### INFORMATION SHOWN
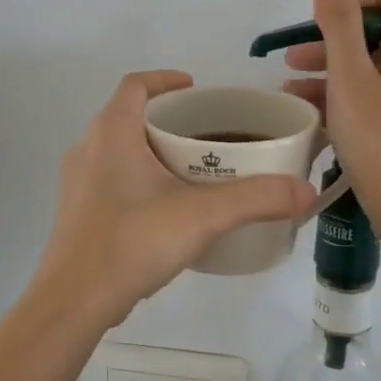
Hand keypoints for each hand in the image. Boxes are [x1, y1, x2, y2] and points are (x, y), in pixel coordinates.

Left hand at [35, 71, 315, 329]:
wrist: (74, 301)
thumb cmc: (133, 242)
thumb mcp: (203, 216)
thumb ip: (257, 199)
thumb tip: (305, 191)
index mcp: (112, 133)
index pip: (135, 85)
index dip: (165, 80)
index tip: (195, 89)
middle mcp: (88, 148)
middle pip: (128, 115)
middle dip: (166, 118)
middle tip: (205, 133)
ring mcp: (77, 182)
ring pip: (118, 148)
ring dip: (151, 149)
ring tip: (190, 169)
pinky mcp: (77, 212)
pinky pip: (110, 178)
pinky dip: (137, 177)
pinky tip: (164, 207)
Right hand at [282, 0, 380, 234]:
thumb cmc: (379, 140)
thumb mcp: (349, 77)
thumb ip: (338, 20)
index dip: (348, 0)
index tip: (316, 30)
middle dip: (334, 40)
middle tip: (293, 60)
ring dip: (337, 69)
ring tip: (296, 90)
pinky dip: (355, 93)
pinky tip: (320, 113)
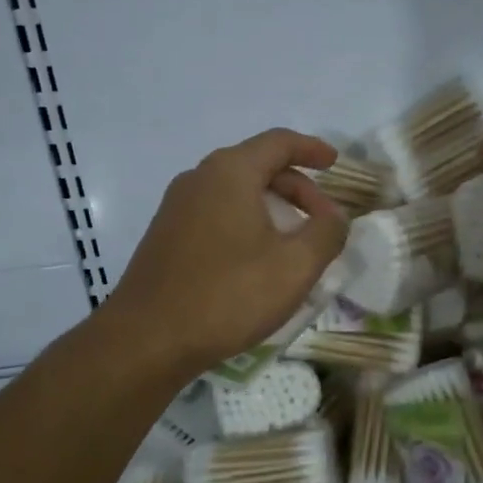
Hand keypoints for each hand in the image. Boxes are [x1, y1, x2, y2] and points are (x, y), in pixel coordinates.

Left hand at [101, 128, 349, 377]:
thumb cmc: (228, 295)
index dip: (312, 149)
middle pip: (257, 166)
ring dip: (271, 208)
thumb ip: (326, 233)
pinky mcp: (165, 235)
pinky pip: (216, 213)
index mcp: (230, 172)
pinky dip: (246, 222)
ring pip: (235, 192)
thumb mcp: (295, 266)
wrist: (146, 339)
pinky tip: (257, 260)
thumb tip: (335, 216)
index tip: (335, 164)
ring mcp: (176, 207)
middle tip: (322, 220)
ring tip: (294, 242)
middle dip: (297, 187)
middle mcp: (199, 178)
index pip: (279, 142)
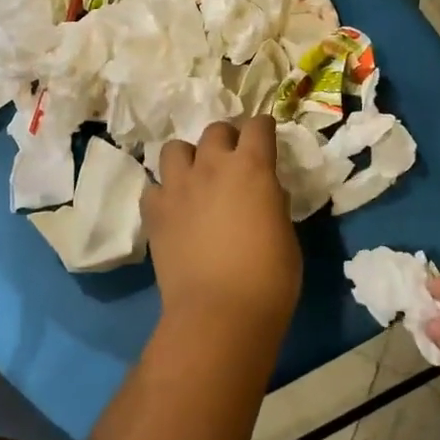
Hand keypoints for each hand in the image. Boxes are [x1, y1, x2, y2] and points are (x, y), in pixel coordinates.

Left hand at [143, 117, 301, 337]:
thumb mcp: (285, 233)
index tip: (266, 137)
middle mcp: (212, 165)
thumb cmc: (269, 278)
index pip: (258, 126)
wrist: (220, 313)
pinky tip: (173, 208)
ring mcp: (178, 186)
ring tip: (196, 179)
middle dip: (226, 140)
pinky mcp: (154, 211)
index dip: (264, 129)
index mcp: (253, 167)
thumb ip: (273, 201)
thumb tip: (265, 191)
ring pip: (175, 148)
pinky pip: (154, 187)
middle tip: (232, 162)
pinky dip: (164, 192)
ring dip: (189, 158)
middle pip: (215, 130)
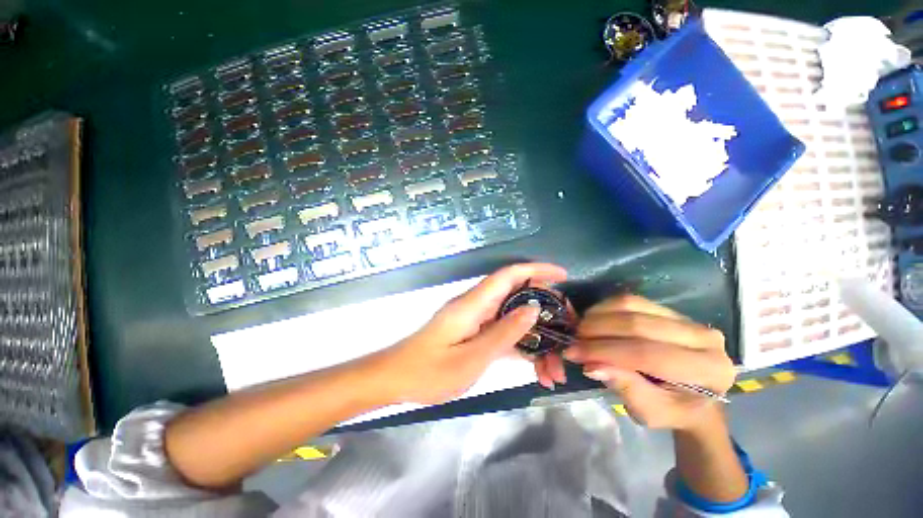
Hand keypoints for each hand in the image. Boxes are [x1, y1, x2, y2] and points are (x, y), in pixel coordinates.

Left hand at [374, 263, 567, 404]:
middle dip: (544, 309)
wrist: (396, 378)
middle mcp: (477, 305)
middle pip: (516, 295)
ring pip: (513, 317)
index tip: (563, 275)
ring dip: (536, 336)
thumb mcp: (472, 357)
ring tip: (554, 366)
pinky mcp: (475, 332)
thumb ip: (504, 332)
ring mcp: (476, 319)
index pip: (509, 275)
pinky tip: (536, 367)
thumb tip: (534, 308)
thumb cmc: (430, 371)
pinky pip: (503, 332)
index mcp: (474, 303)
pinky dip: (521, 346)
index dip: (537, 269)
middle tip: (567, 330)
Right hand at [562, 294, 734, 430]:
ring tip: (582, 329)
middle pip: (639, 324)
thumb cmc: (674, 411)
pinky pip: (632, 300)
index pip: (648, 353)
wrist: (696, 398)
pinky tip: (594, 318)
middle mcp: (704, 338)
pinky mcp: (670, 309)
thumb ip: (626, 389)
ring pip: (633, 305)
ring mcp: (688, 318)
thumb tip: (592, 365)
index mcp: (708, 370)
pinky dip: (606, 307)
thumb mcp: (650, 412)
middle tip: (574, 339)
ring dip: (599, 315)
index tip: (573, 352)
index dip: (605, 351)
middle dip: (598, 330)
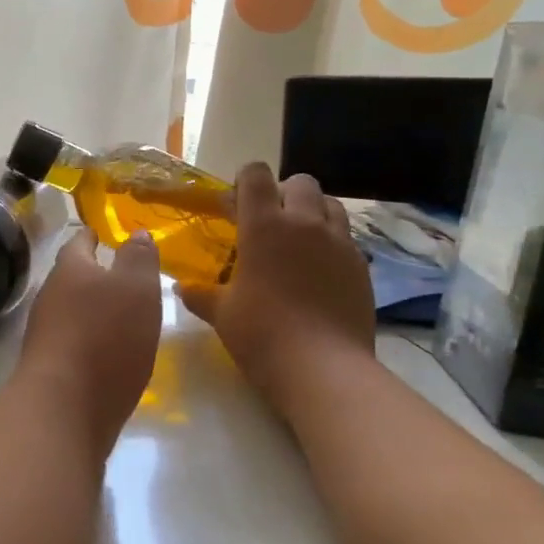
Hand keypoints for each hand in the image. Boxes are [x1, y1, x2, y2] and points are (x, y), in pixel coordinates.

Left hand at [15, 229, 161, 455]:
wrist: (63, 409)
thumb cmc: (105, 338)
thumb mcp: (136, 289)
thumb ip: (138, 259)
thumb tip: (135, 233)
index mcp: (70, 269)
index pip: (79, 242)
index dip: (93, 236)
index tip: (104, 234)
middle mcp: (51, 296)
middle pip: (72, 277)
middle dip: (93, 274)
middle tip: (122, 276)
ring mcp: (45, 334)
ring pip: (71, 310)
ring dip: (92, 309)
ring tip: (121, 314)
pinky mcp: (49, 368)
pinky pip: (72, 342)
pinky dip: (90, 340)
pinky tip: (109, 352)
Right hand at [178, 165, 374, 418]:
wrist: (323, 369)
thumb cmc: (262, 334)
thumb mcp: (222, 313)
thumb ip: (201, 294)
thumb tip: (182, 288)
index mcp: (264, 225)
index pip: (256, 175)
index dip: (245, 181)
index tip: (235, 204)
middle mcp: (304, 223)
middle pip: (300, 182)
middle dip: (283, 193)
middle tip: (269, 222)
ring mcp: (339, 242)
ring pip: (330, 204)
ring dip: (313, 212)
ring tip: (299, 240)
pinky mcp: (361, 266)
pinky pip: (347, 238)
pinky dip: (332, 243)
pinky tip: (320, 271)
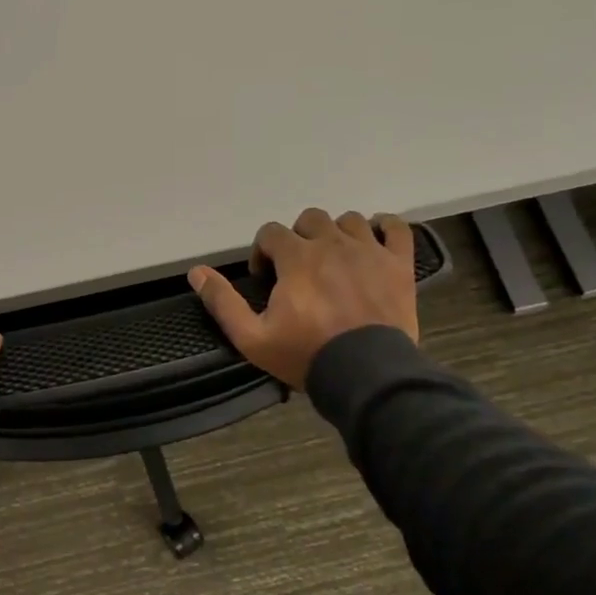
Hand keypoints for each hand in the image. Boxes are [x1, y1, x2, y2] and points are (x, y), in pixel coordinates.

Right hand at [188, 209, 418, 389]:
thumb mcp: (252, 337)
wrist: (367, 375)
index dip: (263, 252)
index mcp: (297, 257)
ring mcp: (369, 251)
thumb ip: (223, 302)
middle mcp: (332, 243)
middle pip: (310, 219)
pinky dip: (385, 226)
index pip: (271, 232)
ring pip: (349, 221)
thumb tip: (196, 272)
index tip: (266, 279)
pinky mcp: (399, 265)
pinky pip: (396, 228)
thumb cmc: (306, 355)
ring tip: (333, 260)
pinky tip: (375, 237)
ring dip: (336, 233)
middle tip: (298, 269)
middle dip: (298, 238)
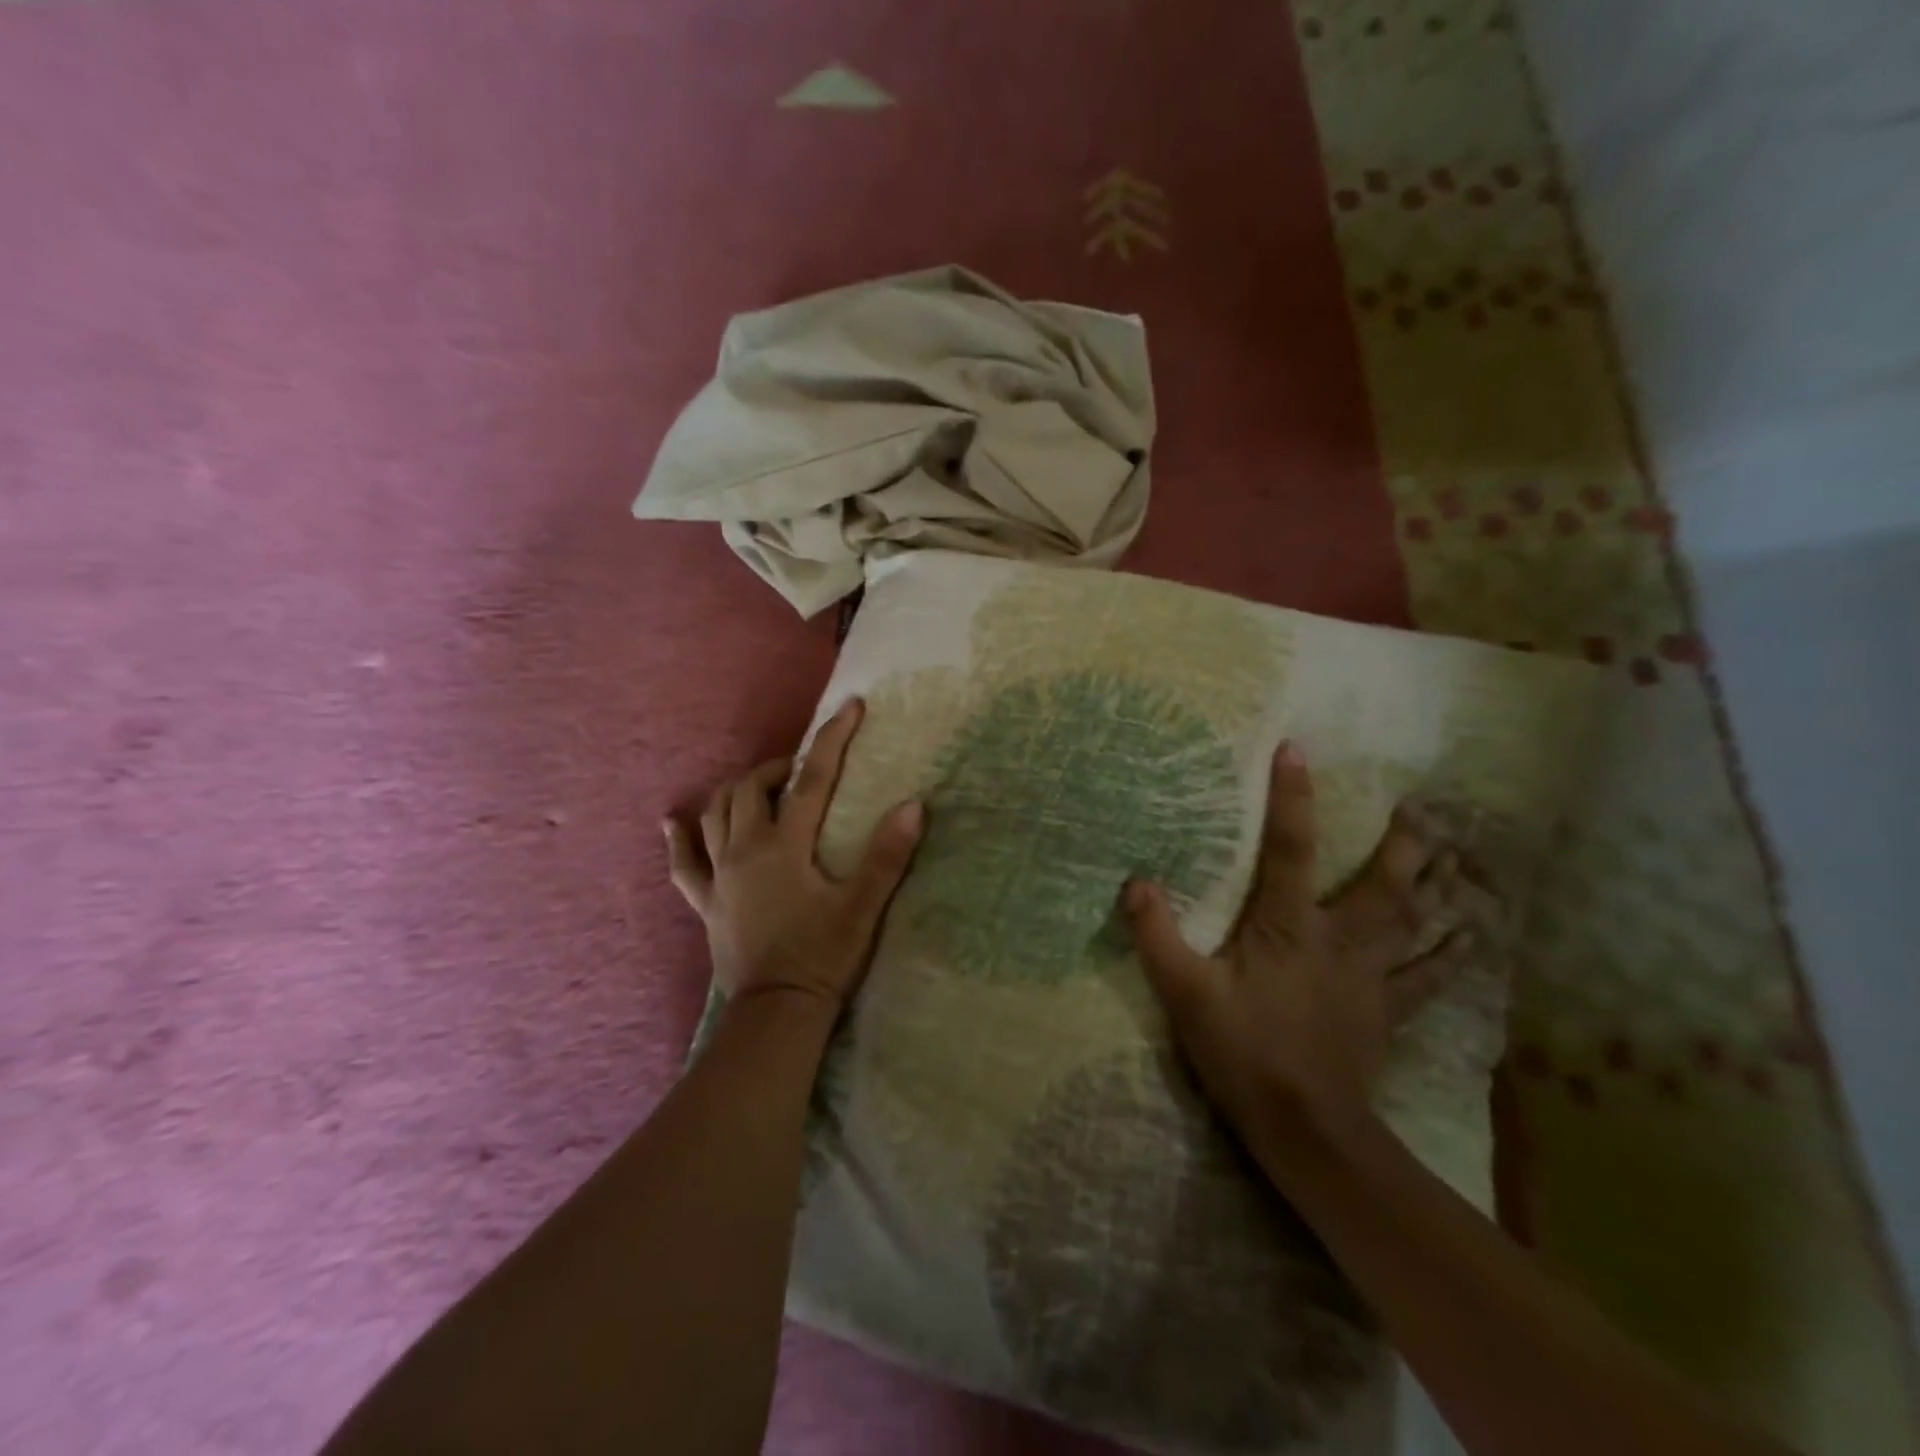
######
• [WHAT YOU HAVE TO DO]: Write back the stretch of lines above that begins with the line holding "thumb ip: (138, 259)" and ends with the line holding "wrist: (367, 375)", both included, exactly as written. Pictures stay out.

• [RESPONSE AREA]:
thumb ip: (138, 259)
thumb tip: (135, 233)
index mcp: (70, 269)
index pip: (79, 242)
index dip: (93, 236)
index tip: (104, 234)
middle mcp: (51, 296)
middle pip: (72, 277)
middle dip: (93, 274)
middle tip: (122, 276)
ring mcp: (45, 334)
ring pip: (71, 310)
ring dip: (92, 309)
ring tip: (121, 314)
pinky mcp: (49, 368)
pinky pip: (72, 342)
pinky dip: (90, 340)
pinky tip: (109, 352)
Right hand at [178, 165, 374, 418]:
wrist: (323, 369)
thumb cmc: (262, 334)
thumb mcp: (222, 313)
thumb ip: (201, 294)
thumb tip: (182, 288)
index mcp: (264, 225)
index pip: (256, 175)
index dip: (245, 181)
index tip: (235, 204)
middle mcp: (304, 223)
middle pip: (300, 182)
middle dip: (283, 193)
middle tip: (269, 222)
ring mcp: (339, 242)
ring pip: (330, 204)
ring dip: (313, 212)
ring tip: (299, 240)
pinky mcp: (361, 266)
pinky pip: (347, 238)
pinky dip: (332, 243)
pinky tip: (320, 271)
Hand keypoints for each hand in the image. Boxes are [x1, y1, x2, y2] and points are (x, y), in pixel coordinates.

Right hand at [188, 209, 418, 389]:
thumb mcp: (252, 337)
wrist: (367, 375)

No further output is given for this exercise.